Kale and its Cancer-Preventing Phytonutrients

Kale’s special mix of cancer-preventing glucosinolates has been the hottest area of research on this cruciferous vegetable. Kale is an especially rich source of glucosinolates, and once kale is eaten and digested, these glucosinolates can be converted by the body into cancer preventive compounds. Some of this conversion process can also take place in the food itself, prior to consumption.

Also worth noting in kale’s nutritional profile is its vitamin K content.
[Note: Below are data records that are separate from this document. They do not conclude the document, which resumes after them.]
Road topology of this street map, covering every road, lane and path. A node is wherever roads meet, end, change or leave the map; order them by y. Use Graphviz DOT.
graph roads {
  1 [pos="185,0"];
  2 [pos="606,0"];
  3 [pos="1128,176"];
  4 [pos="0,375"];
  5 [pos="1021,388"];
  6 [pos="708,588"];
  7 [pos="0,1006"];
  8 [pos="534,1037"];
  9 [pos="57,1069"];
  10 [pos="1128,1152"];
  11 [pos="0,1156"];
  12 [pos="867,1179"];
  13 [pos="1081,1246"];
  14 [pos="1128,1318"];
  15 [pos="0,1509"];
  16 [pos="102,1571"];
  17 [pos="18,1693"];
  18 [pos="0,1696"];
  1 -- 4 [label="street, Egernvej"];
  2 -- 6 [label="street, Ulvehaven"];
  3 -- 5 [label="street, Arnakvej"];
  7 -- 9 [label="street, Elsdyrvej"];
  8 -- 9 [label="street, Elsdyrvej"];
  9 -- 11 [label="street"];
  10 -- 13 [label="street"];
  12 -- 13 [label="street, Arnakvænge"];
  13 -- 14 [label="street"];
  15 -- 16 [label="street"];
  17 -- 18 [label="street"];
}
Kale contains nearly twice the amount of vitamin K as most of its fellow cruciferous vegetables.

In addition to the above-cited nutrients, according to our Food Rating System, kale is an excellent source of vitamin A (in the form of carotenoids), vitamin C, and manganese; a very good source of copper, tryptophan, calcium, vitamin B6, and potassium; and a good source of iron, magnesium, vitamin E, vitamin B2, protein, vitamin B1, folate, phosphorous, and vitamin B3.

Source for details on kale: whfoods.org

10 Responses to “Healthy Tips from the Road #1”

  1. Lee Leibenson 15 August 2011 at 1:54 pm Permalink

    This is fantastic information. Informative, well-written and well presented. Photos are great. I’m off to purchase kale and try the recipe.

  2. Chris Khoury 16 August 2011 at 5:28 am Permalink

    Not just for women, mix in some lean chicken and 50 grams of brown rice and you have a fab post workout meal for the gents as well.

  3. admin 17 August 2011 at 11:27 pm Permalink

    Thanks Chris, Yes, in fact even for women the chicken and the rice is great. (I tend to add brown and wild rice, or Quinoa to salads a lot.)

  4. admin 17 August 2011 at 11:28 pm Permalink

    Thanks so much for your positive feedback. Always appreciated.

  5. Dennis Fletcher 21 August 2011 at 11:58 pm Permalink

    I have heard about kale for years but, like quinoa, never really knew what it was. I am very grateful for these health blogs by Moira and hope to learn more about kale when I visit my local produce market.
    Dennis

  6. AG 22 August 2011 at 10:41 am Permalink

    Great, easy recipe. No need to be traveling to make this salad for lunch or dinner. I love that you gave the nutritional facts, the anti-inflammatory properties of kale make it an important part of one’s diet.